This has important implications for us in the Caribbean in the current situation. As we have witnessed, that changes in the global financial markets have the potential to rapidly alter levels of global liquidity. The sharp growth in excess liquidity that started in the early 2000's, and cheaper financing costs which fuelled the export of wealth and capital from the financial capitals to all parts of the globe is now at a premium. This boom in growth, liquidity and employment served to fuel heightened levels of Foreign Direct Investment flows to the region through interests in real estate and other forms of investment. These 'boom' conditions also led to strong performances in the flow of remittances, which has been a vital component of virtually all regional economies' balance of payments. With the turmoil in the international markets, there has been a liquidity crunch, coupled with the higher-than-usual levels of risk aversion. As a result, access to this kind of funding has contracted sharply.
The excess liquidity which we observed in the past few weeks could well be called upon and could contract as players who had previously been accessing the international markets turn to the local market now that these markets are closed.
While we do need Foreign Direct Investment and value it highly, thankfully, the region has not been overly reliant on portfolio cross-border flows. This was a direct consequence of the thinness of our financial markets but has turned out to be a benefit. A decline in net inflows of funds into the region would have had large spillover effects on the domestic economy, and some impact on the international business sector had the region been more securitised.
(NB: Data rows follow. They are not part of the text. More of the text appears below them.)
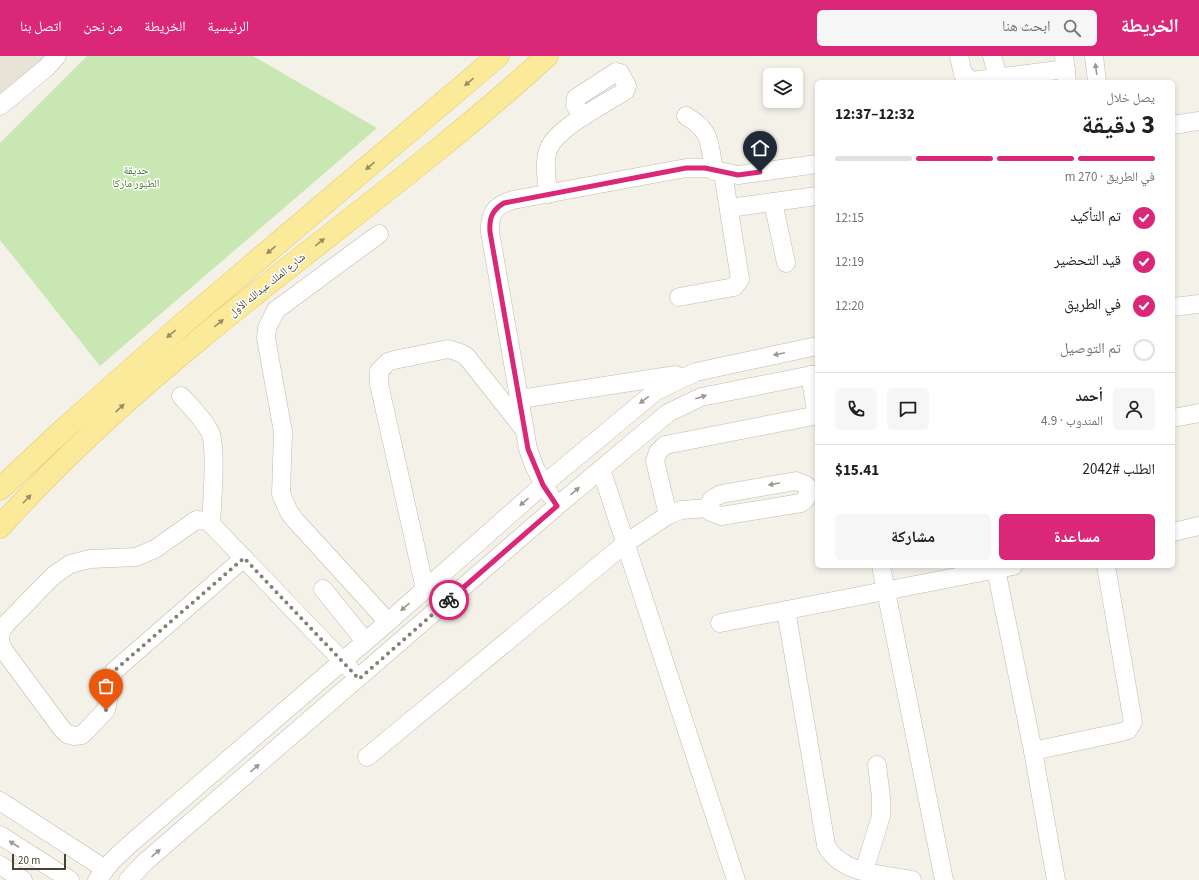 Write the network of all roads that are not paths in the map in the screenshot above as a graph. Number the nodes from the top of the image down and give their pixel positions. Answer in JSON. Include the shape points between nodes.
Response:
{"nodes":[{"id":1,"x":57,"y":56,"type":"edge"},
{"id":2,"x":498,"y":56,"type":"edge"},
{"id":3,"x":547,"y":56,"type":"edge"},
{"id":4,"x":959,"y":56,"type":"edge"},
{"id":5,"x":992,"y":56,"type":"edge"},
{"id":6,"x":1094,"y":56,"type":"edge"},
{"id":7,"x":1066,"y":69,"type":"edge"},
{"id":8,"x":998,"y":77,"type":"junction"},
{"id":9,"x":1097,"y":80,"type":"edge"},
{"id":10,"x":0,"y":106,"type":"edge"},
{"id":11,"x":686,"y":116,"type":"dead end"},
{"id":12,"x":583,"y":117,"type":"dead end"},
{"id":13,"x":1199,"y":121,"type":"edge"},
{"id":14,"x":1175,"y":125,"type":"edge"},
{"id":15,"x":815,"y":164,"type":"edge"},
{"id":16,"x":719,"y":172,"type":"junction"},
{"id":17,"x":548,"y":194,"type":"junction"},
{"id":18,"x":815,"y":196,"type":"edge"},
{"id":19,"x":773,"y":202,"type":"junction"},
{"id":20,"x":729,"y":208,"type":"junction"},
{"id":21,"x":379,"y":234,"type":"dead end"},
{"id":22,"x":786,"y":263,"type":"dead end"},
{"id":23,"x":679,"y":297,"type":"dead end"},
{"id":24,"x":1199,"y":304,"type":"edge"},
{"id":25,"x":1175,"y":307,"type":"edge"},
{"id":26,"x":815,"y":350,"type":"edge"},
{"id":27,"x":696,"y":372,"type":"junction"},
{"id":28,"x":814,"y":375,"type":"edge"},
{"id":29,"x":815,"y":391,"type":"edge"},
{"id":30,"x":181,"y":396,"type":"dead end"},
{"id":31,"x":520,"y":399,"type":"junction"},
{"id":32,"x":815,"y":410,"type":"edge"},
{"id":33,"x":1199,"y":413,"type":"edge"},
{"id":34,"x":1175,"y":418,"type":"edge"},
{"id":35,"x":524,"y":430,"type":"junction"},
{"id":36,"x":601,"y":469,"type":"junction"},
{"id":37,"x":543,"y":485,"type":"junction"},
{"id":38,"x":0,"y":489,"type":"edge"},
{"id":39,"x":813,"y":489,"type":"edge"},
{"id":40,"x":557,"y":506,"type":"junction"},
{"id":41,"x":668,"y":515,"type":"junction"},
{"id":42,"x":211,"y":524,"type":"junction"},
{"id":43,"x":1199,"y":526,"type":"edge"},
{"id":44,"x":0,"y":527,"type":"edge"},
{"id":45,"x":1175,"y":532,"type":"edge"},
{"id":46,"x":626,"y":543,"type":"junction"},
{"id":47,"x":244,"y":558,"type":"junction"},
{"id":48,"x":881,"y":568,"type":"edge"},
{"id":49,"x":1004,"y":568,"type":"edge"},
{"id":50,"x":1106,"y":568,"type":"edge"},
{"id":51,"x":323,"y":589,"type":"dead end"},
{"id":52,"x":425,"y":589,"type":"junction"},
{"id":53,"x":886,"y":590,"type":"junction"},
{"id":54,"x":786,"y":610,"type":"junction"},
{"id":55,"x":388,"y":622,"type":"junction"},
{"id":56,"x":720,"y":622,"type":"dead end"},
{"id":57,"x":0,"y":636,"type":"edge"},
{"id":58,"x":0,"y":640,"type":"edge"},
{"id":59,"x":365,"y":641,"type":"junction"},
{"id":60,"x":342,"y":661,"type":"junction"},
{"id":61,"x":359,"y":679,"type":"junction"},
{"id":62,"x":1033,"y":751,"type":"junction"},
{"id":63,"x":367,"y":757,"type":"dead end"},
{"id":64,"x":877,"y":765,"type":"dead end"},
{"id":65,"x":0,"y":801,"type":"edge"},
{"id":66,"x":0,"y":835,"type":"edge"},
{"id":67,"x":0,"y":865,"type":"edge"},
{"id":68,"x":864,"y":871,"type":"junction"},
{"id":69,"x":101,"y":875,"type":"edge"},
{"id":70,"x":23,"y":880,"type":"edge"},
{"id":71,"x":70,"y":880,"type":"edge"},
{"id":72,"x":128,"y":880,"type":"edge"},
{"id":73,"x":736,"y":880,"type":"edge"},
{"id":74,"x":912,"y":880,"type":"edge"},
{"id":75,"x":944,"y":880,"type":"edge"},
{"id":76,"x":1056,"y":880,"type":"edge"}],
"edges":[{"from":1,"to":10,"type":"street"},
{"from":2,"to":38,"type":"main road","one_way":true,"via":[[155,348],[64,428]]},
{"from":44,"to":3,"type":"main road","name":"شارع الملك عبدالله الأول","one_way":true,"via":[[79,446],[195,343],[498,101]]},
{"from":4,"to":8,"type":"street","via":[[963,74],[967,78],[972,80]]},
{"from":5,"to":8,"type":"street"},
{"from":9,"to":6,"type":"street","one_way":true},
{"from":7,"to":8,"type":"street"},
{"from":11,"to":16,"type":"street","via":[[697,122],[706,132]]},
{"from":12,"to":17,"type":"street","via":[[557,136],[549,148],[546,158]]},
{"from":13,"to":14,"type":"street"},
{"from":15,"to":16,"type":"street","via":[[745,174]]},
{"from":16,"to":17,"type":"street","via":[[686,168]]},
{"from":16,"to":20,"type":"street"},
{"from":17,"to":31,"type":"street","via":[[504,203],[496,207],[489,222]]},
{"from":18,"to":19,"type":"street"},
{"from":19,"to":20,"type":"street"},
{"from":19,"to":22,"type":"street"},
{"from":20,"to":23,"type":"street","via":[[740,273],[738,284],[734,287]]},
{"from":21,"to":55,"type":"street","via":[[276,310],[270,319],[266,338],[281,418],[281,484],[284,503],[295,520]]},
{"from":24,"to":25,"type":"street"},
{"from":26,"to":27,"type":"street","one_way":true},
{"from":27,"to":31,"type":"street"},
{"from":27,"to":37,"type":"street","one_way":true,"via":[[656,391]]},
{"from":28,"to":29,"type":"street"},
{"from":36,"to":28,"type":"street","one_way":true,"via":[[663,417],[684,404],[719,392]]},
{"from":30,"to":42,"type":"street","via":[[211,434]]},
{"from":31,"to":35,"type":"street"},
{"from":32,"to":41,"type":"street","via":[[813,416],[665,446],[658,452],[655,461]]},
{"from":33,"to":34,"type":"street"},
{"from":35,"to":37,"type":"street","via":[[528,449]]},
{"from":35,"to":52,"type":"street","via":[[466,356],[458,352],[448,349],[394,360],[383,366],[378,378],[379,384]]},
{"from":40,"to":36,"type":"street","one_way":true},
{"from":36,"to":46,"type":"street"},
{"from":37,"to":40,"type":"street"},
{"from":37,"to":52,"type":"street","one_way":true},
{"from":39,"to":41,"type":"street","via":[[800,503],[721,516],[708,508],[681,510]]},
{"from":40,"to":61,"type":"street"},
{"from":41,"to":46,"type":"street"},
{"from":42,"to":47,"type":"street"},
{"from":42,"to":57,"type":"street","via":[[196,520],[155,549],[136,557],[90,559],[70,564],[53,576],[7,623]]},
{"from":43,"to":45,"type":"street"},
{"from":46,"to":63,"type":"street"},
{"from":46,"to":73,"type":"street"},
{"from":47,"to":58,"type":"street","via":[[114,671],[106,710],[82,735],[67,734],[62,729],[5,652]]},
{"from":47,"to":60,"type":"street"},
{"from":48,"to":53,"type":"street"},
{"from":49,"to":53,"type":"street"},
{"from":49,"to":62,"type":"street"},
{"from":50,"to":62,"type":"street","via":[[1133,722],[1128,730],[1122,732]]},
{"from":51,"to":59,"type":"street"},
{"from":52,"to":55,"type":"street","one_way":true},
{"from":53,"to":54,"type":"street"},
{"from":53,"to":75,"type":"street"},
{"from":54,"to":56,"type":"street"},
{"from":54,"to":68,"type":"street","via":[[826,845],[843,864]]},
{"from":55,"to":59,"type":"street"},
{"from":59,"to":60,"type":"street"},
{"from":60,"to":61,"type":"street"},
{"from":60,"to":69,"type":"street","via":[[129,845]]},
{"from":72,"to":61,"type":"street","one_way":true,"via":[[145,862]]},
{"from":62,"to":76,"type":"street"},
{"from":64,"to":68,"type":"street","via":[[881,816]]},
{"from":65,"to":69,"type":"street"},
{"from":71,"to":66,"type":"street","one_way":true},
{"from":67,"to":70,"type":"street"},
{"from":68,"to":74,"type":"street"}]}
Although short-term capital inflows can be useful to meet short-term national financial requirements, they can also be very volatile and vulnerable to sudden reversal. Short term borrowers are more influenced by market expectations. The factor of expectations is currently clearly evidenced in the sensitivity of some regional currencies towards changes in the risk appetite of global investors towards US dollar-denominated debt instruments in the region. At least one central bank in the region had to provide support for issuers of national bonds denominated in US dollars as a result of this volatility. We may therefore need to turn increasingly to the region and support each other. It would seem obvious that what I have outlined so far implies that maintaining regional macroeconomic stability is clearly one of the supporting pillars of overall financial system stability.
As for the resilience of the banking system, I can say that the regulatory actions of the regional central banks have categorically shown that our banks are able to overcome the market risk related to the current macro instability in the global market. However, we need to constantly reinforce the resilience of the banking industry and guard against over-confidence.
Ladies and gentlemen, we should be grateful for the strength and resilience of the banking industry when confronting these various risks and shocks. Industry performance has steadily improved. Bank profits remain healthy and are in line with expansion of the intermediation function and with efficiency improvements, as well as effective risk management. Although much has been accomplished, a lot more still remains to be done. In this current globalisation era, the speed of change is rapid. Our achievements up until now do not guarantee success tomorrow. We have always relied on this awareness as the foundation of banking industry policy. From here every step needs to be carefully and cautiously calculated. It is imperative that we remain always sensitive to our long term goals and to the impact on the financial system when addressing the changes and dynamics of the current crisis. We also have to be able to calculate the implications of each step, prioritize policy, and maintain a good balance in the implementation.
I know that the negative credit trends will filter through to our markets and is likely to affect corporations in some key sectors, particularly those who entered this phase with low levels of liquidity. This underscores the challenges of slower economic growth and, shrinking liquidity in the global economy and may mean that they turn to regional banks and to indigenous banks in particular.
These challenges facing regional macroeconomic policy makers look more difficult than they have been for a long time; but with the collaborative efforts at the micro level, the region will weather the storm. I am sure that the discussion over the next few days will help us focus on the severity of the issues, and will help us to find viable solutions to head off any potential adverse impacts.
I wish again to congratulate the CAIB for their commitment to commercial banking in the region and to the exchange of views and ideas on the safeguarding of our future, given the global financial challenges. Sometimes collaboration is important in order to make a breakthrough. I thank you and wish you a successful conference.